The contract prompted FRIENDS of Great Salt Lake in March 2020 to file a complaint and petition for review with the Utah Department of Environmental Quality, which regulates landfills in the state.
“We had a problem with the fact the public didn’t have an opportunity to participate in a discussion” about the contract, said FRIENDS executive director Lynn de Freitas.
The group opposes the landfill due to its proximity to the Great Salt Lake and the potential dangers posed to migrating birds and lake-based industries from leaking garbage juice.
ALLOS has renewed its effort to obtain a Class V permit for the landfill, which would allow it to take waste from other states. Under its current Class I status, the company can only take waste via a contract with a local, in-state government. It has yet to secure any viable contracts or take a single piece of trash.
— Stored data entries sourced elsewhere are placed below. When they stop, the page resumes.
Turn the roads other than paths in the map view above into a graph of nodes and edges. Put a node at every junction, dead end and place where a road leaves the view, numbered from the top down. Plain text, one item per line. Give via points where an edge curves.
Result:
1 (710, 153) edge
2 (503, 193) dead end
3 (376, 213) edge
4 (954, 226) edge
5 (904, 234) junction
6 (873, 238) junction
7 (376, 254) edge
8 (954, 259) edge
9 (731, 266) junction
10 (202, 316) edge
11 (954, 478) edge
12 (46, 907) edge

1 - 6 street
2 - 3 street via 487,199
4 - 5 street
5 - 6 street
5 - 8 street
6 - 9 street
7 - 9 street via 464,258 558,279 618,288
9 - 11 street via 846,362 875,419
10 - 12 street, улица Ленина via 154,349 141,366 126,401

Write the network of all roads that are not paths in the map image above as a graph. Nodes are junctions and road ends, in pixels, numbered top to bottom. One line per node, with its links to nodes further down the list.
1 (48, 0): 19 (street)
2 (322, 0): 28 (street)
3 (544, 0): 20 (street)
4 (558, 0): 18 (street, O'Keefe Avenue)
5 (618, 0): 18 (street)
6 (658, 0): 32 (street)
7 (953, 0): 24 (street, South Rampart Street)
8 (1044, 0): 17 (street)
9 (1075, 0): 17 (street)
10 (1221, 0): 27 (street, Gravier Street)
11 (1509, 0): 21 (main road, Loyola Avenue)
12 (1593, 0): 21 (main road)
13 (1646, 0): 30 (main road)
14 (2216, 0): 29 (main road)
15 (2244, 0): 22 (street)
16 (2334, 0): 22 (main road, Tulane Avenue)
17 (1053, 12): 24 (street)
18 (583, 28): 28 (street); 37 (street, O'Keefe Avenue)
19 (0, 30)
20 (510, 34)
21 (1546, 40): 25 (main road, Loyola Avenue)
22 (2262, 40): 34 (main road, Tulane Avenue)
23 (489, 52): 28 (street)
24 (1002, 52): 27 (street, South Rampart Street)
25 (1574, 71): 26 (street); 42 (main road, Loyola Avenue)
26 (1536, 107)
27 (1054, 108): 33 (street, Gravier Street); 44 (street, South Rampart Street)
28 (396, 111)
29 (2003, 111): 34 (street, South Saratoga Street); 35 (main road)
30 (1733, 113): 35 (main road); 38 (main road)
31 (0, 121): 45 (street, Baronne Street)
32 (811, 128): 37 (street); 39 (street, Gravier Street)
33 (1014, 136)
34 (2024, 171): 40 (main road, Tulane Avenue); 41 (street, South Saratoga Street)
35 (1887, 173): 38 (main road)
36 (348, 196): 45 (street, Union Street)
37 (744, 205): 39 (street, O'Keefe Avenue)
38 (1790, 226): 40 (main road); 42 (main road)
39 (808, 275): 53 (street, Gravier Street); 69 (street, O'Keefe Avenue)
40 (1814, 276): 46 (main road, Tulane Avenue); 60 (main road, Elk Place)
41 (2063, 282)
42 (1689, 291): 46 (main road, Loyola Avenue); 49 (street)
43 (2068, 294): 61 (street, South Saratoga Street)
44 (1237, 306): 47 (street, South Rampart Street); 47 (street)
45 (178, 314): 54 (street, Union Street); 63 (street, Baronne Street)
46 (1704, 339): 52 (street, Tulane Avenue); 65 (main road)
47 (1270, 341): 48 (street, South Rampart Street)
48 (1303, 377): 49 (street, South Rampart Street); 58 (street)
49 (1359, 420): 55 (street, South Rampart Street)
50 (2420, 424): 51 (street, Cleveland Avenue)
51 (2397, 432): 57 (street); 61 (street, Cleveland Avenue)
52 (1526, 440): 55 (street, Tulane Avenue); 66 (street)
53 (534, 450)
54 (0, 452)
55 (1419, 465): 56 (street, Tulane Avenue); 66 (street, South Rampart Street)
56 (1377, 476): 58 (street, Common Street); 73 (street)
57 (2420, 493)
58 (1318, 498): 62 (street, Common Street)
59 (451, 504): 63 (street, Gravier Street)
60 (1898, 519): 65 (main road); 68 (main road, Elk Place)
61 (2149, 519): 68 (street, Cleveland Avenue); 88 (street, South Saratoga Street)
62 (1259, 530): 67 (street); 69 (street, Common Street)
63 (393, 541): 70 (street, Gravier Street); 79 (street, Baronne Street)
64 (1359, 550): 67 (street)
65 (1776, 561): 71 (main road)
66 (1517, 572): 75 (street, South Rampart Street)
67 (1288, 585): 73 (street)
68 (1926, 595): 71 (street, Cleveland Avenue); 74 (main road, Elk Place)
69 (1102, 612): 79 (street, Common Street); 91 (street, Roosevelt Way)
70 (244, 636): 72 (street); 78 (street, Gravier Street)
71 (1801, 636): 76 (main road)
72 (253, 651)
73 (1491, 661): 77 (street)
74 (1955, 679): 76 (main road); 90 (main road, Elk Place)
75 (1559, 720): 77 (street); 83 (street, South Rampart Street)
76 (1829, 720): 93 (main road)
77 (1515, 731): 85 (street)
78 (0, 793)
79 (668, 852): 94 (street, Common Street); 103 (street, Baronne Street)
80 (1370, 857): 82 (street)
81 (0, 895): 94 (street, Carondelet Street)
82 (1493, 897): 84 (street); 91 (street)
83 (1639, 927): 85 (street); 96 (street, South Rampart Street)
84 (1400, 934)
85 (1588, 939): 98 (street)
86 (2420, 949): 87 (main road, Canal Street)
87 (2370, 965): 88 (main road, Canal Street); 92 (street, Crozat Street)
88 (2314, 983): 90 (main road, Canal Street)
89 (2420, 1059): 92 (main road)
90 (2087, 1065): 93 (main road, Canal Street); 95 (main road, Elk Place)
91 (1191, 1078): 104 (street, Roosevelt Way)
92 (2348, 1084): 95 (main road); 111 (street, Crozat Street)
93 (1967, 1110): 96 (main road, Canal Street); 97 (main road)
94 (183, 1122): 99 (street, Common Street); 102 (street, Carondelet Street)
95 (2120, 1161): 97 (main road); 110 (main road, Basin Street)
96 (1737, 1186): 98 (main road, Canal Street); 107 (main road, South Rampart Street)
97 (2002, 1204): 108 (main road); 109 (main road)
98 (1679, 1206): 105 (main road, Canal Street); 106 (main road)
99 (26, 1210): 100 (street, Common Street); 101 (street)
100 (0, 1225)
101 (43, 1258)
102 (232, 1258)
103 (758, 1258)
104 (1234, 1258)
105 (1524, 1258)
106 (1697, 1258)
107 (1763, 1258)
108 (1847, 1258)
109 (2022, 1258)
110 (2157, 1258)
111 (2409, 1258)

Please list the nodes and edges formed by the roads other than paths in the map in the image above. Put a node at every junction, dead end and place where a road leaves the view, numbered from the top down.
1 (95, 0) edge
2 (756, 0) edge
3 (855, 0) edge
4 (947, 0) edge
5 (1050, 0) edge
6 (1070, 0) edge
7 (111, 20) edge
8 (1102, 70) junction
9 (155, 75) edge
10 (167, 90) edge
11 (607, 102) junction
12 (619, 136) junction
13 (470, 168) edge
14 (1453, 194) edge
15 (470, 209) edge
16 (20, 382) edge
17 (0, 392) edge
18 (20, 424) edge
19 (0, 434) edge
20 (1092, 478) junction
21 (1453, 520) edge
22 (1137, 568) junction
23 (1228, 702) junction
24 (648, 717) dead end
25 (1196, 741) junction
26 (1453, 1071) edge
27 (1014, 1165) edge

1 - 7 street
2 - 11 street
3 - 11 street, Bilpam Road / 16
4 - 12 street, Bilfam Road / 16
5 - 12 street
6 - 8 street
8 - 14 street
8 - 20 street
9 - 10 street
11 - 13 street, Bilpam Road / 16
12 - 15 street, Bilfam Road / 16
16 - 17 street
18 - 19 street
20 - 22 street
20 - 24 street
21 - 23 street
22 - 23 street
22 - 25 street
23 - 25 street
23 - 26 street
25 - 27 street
‘A terrible place to build a landfill’
The company will need to clear several hurdles to become a Class V facility. The director of the Utah Division of Waste Management and Radiation Control needs to sign off on the plan, and the division previously commissioned a study that found ALLOS had not demonstrated a need for another Class V landfill in the state.
Class V status also requires approval from the governor and Utah Legislature. State lawmakers approved the Class V plan in 2016, and that approval still stands, even as ALLOS canceled its original Class V application and submitted a new one with an entirely different business plan.
Some legislators now say they regret approving the landfill in the first place.
“This is a terrible place to build a landfill,” said Rep. Douglas Sagers, R-Tooele, at a committee hearing on Feb. 25. “I voted for it, [but] had I known where it’s actually at, I thought it was further inland, I would have never voted for it.”
Rep. Timothy Hawkes, R-Centerville, agreed the landfill was sited in an environmentally sensitive area. Hawkes works for the multimillion-dollar Great Salt Lake brine shrimp industry, and the Promontory Peninsula is an important launching point for shrimping boats. It also neighbors a large minerals harvesting operation. Hawkes said he tried to raise those concerns with his fellow lawmakers in 2016.
“Sometimes the response I got back was ... ‘It’s just a Godforsaken hellhole out there, who cares?’” Hawkes said. “Well I care, and some really important industries that employ a lot of people care.”
Hawkes added that ALLOS lobbyists misrepresented aspects of the landfill plan to lawmakers.
“It was pitched to us a bunch of different ways. One, as an important economic opportunity for Box Elder County and there was also a sense of, ‘this is urgent, you’ve got to pass it now,’” Hawkes said. “A lot of legislators felt duped because the project wasn’t quite ready to go live. As a matter of fact, it hasn’t take waste to date, and it’s five years later.”
Hawkes is sponsoring HB399, which would require landfill operators to first apply for Class V status before going to the Legislature. Legislative approval would also be revoked if the landfill company withdraws its application or fails to secure all the other Class V requirements after five years.
“My concern was, did we effectively create a blank check? And how long is it good for?” Hawkes said. “What if somebody withdraws their application, then radically changes their application and comes back eight or 10 years later?”
The bill easily passed out of committee and received unanimous approval on the House floor. It now awaits a vote in the Senate as the hours tick toward Friday’s adjournment.
But HB399 won’t apply to ALLOS Environmental’s current Class V application, since Hawkes did not make the bill retroactive, saying he was persuaded it would be unfair to the company.
Steve Erickson, a lobbyist for Utah Audubon, spoke in support of the bill nonetheless, noting it would help avoid the “start and stop, bait and switch” process seen at the Promontory landfill in recent years.
“This is a small step in a good direction,” Erickson said.